Hematoma Definition and Facts

Hematoma Definition and Facts

Hematomas are usually caused by trauma, whether it is the result of a car accident, a minor bump, a cough, or an unknown event. The blood within blood vessels is continually flowing and therefore does not clot or coagulate. When blood leaves the circulatory system and becomes stagnant, there is almost immediate clotting. The greater the amount of bleeding that occurs, the larger the hematoma.

A hematoma is a collection of blood outside of a blood vessel.

• There are several types of hematomas and they are often described based on their location. Examples of hematomas include subdural, spinal, under the finger or toenail bed (subungual), ear, and liver (hepatic).
• Some causes of hematomas are as pelvic bone fractures, fingernail injuries (subungual), bumps, passing blood clots, blood clot in the leg (DVT), blood cancers, and excessive alcohol use.

Types of Hematoma Causing Brain Damage
1. Epidural Hematoma:- Bleeding between the area of skull and dura.
2. Subdural Hematoma:- Bleeding is confined to the area between the dura and arachnoid memberane
3. Intracerebral Hematoma:- Bleeding within the brain itself.

1 Hematomas of the skin and soft tissues, such as muscle and joints, are often diagnosed by physical examination alone.
2 For patients exhibiting signs of internal bleeding, the health care professional will decide what imaging modality is best to evaluate the situation.
3 Plain X-rays may be needed to assess for bone fracture. Patients with significant head injury often require CT scans.
4 Ultrasound is the testing modality of choice for females who are pregnant.

Hematomas symptoms depend upon their location and whether adjacent structures are affected by the inflammation, redness, tenderness, pain and swelling associated with the bleeding and may include
1 headache,
2 confusion,
3 seizures subdural hematoma,
4 back pain,
5 loss of bladder or bowel control (epidural hematoma),
6 discoloration,
7 nail loss,
8 pain in the nail bed, and
9 abdominal or flank pain (spleen, liver, or peritoneal hematoma).
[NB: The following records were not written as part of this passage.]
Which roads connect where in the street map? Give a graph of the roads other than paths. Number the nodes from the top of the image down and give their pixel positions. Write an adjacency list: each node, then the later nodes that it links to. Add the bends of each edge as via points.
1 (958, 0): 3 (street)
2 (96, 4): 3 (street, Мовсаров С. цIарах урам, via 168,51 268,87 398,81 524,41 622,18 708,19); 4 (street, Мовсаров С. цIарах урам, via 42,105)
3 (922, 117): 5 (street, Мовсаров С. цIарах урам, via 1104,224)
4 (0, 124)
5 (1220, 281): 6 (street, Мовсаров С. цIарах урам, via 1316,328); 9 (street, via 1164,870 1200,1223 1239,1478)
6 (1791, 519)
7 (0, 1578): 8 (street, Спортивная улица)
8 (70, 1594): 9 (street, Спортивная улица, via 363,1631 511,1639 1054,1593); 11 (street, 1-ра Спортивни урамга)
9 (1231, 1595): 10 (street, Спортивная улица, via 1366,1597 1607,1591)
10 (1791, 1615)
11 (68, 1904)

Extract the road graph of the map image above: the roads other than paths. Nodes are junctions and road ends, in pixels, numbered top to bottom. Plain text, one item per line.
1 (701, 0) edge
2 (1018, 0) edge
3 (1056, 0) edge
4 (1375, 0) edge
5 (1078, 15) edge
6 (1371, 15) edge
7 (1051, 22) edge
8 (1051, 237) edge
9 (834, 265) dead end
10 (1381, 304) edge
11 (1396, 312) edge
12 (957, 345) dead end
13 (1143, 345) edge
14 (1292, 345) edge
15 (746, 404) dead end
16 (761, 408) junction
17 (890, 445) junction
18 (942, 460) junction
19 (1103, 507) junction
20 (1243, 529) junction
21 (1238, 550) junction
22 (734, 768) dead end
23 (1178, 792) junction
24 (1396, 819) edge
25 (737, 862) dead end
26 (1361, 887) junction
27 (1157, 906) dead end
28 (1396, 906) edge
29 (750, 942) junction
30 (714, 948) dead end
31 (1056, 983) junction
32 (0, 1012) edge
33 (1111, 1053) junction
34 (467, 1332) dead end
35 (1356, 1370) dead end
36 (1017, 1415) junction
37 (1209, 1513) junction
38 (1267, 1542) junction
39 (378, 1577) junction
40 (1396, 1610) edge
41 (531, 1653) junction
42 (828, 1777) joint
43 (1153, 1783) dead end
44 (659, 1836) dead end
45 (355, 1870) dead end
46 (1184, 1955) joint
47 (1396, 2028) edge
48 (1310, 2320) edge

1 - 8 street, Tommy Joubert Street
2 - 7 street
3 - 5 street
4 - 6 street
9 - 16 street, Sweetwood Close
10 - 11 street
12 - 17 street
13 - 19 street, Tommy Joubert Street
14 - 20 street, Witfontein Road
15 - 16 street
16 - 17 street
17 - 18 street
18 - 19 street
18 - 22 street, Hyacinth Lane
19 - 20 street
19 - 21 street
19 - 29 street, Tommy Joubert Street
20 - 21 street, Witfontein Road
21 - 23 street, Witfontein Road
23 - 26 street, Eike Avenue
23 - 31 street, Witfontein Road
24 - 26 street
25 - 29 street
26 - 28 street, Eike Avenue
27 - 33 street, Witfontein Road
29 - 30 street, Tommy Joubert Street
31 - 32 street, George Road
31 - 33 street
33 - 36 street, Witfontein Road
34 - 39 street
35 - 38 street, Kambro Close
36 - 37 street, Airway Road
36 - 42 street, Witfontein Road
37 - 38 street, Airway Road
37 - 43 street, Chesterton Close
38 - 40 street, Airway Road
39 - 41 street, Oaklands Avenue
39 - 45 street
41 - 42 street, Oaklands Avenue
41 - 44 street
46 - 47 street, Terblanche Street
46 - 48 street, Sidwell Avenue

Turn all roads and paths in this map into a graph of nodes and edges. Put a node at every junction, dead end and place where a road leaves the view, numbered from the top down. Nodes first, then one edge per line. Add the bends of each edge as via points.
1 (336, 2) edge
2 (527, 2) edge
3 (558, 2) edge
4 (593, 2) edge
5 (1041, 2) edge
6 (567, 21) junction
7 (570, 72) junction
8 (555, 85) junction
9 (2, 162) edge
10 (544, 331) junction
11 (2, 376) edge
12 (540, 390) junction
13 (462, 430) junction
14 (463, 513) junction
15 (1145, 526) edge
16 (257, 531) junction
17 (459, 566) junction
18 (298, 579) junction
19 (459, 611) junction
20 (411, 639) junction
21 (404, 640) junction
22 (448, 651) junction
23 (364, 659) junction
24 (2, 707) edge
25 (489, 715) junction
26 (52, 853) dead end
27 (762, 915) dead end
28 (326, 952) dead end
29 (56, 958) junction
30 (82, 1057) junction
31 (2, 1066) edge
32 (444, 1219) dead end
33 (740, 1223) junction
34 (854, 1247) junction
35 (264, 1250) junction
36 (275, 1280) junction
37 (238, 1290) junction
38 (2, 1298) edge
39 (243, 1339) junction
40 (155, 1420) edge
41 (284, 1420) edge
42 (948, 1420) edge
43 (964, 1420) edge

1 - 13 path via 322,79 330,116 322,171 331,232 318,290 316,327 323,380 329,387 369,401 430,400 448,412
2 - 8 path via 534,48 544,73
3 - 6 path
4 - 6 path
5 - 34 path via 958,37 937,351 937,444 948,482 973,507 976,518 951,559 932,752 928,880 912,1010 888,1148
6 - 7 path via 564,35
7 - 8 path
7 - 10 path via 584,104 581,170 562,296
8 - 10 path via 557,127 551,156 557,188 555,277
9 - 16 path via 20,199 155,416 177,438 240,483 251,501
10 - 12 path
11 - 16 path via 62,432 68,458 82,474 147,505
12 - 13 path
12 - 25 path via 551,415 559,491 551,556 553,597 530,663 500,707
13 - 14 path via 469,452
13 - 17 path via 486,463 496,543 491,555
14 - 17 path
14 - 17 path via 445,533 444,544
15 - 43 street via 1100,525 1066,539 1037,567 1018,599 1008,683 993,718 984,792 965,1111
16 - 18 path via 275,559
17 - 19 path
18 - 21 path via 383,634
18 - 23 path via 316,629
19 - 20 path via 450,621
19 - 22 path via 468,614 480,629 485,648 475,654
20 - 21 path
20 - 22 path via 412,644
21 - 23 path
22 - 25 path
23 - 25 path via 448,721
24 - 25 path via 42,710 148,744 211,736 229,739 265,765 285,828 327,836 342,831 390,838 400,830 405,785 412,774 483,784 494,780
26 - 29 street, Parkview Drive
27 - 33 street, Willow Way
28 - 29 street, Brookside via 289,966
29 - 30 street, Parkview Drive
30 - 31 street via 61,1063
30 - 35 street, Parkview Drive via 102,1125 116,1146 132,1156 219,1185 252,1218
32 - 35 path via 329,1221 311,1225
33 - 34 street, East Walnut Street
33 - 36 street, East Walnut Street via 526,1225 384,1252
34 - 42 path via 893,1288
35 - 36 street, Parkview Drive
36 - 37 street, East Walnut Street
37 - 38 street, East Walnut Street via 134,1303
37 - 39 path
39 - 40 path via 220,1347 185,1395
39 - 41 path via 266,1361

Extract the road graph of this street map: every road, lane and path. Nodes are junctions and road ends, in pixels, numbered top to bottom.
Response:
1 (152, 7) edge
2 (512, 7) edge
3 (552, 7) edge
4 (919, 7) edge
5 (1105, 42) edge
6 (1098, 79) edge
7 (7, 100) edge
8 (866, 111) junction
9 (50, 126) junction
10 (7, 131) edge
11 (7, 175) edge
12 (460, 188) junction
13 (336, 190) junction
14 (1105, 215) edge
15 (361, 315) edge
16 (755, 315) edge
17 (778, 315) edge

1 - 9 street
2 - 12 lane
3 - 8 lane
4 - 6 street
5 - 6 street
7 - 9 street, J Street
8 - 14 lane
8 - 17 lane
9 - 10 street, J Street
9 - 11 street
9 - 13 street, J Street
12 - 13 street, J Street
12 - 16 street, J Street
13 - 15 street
Hematoma treatment depends upon which organ or body tissue is affected.
1  Superficial hematomas of the skin and soft tissue, such as muscle, may be treated with rest, ice, compression, and elevation (RICE). Heat may also be considered.

2  Hematomas of the skin and soft tissues are often treated with rest, ice, compression, elevation (RICE). Some health care practitioners may advocate heat as another treatment alternative. The pain of a hematoma is usually due to the inflammation surrounding the blood and may be treated with over-the-counter pain medications. The choice of medication depends upon the underlying health of the patient. For those patients who are taking anticoagulation medications, ibuprofen is relatively contraindicated (not recommended) because of the risk of gastrointestinal bleeding. Patients with liver disease should not take over-the-counter acetaminophen. When in doubt, it is wise to ask the health care practitioner or pharmacist for a recommendation.

3  Treatment for hematomas involving other organs in the body depends upon what organ system is involved. In these cases, treatment will be tailored to the specific situation.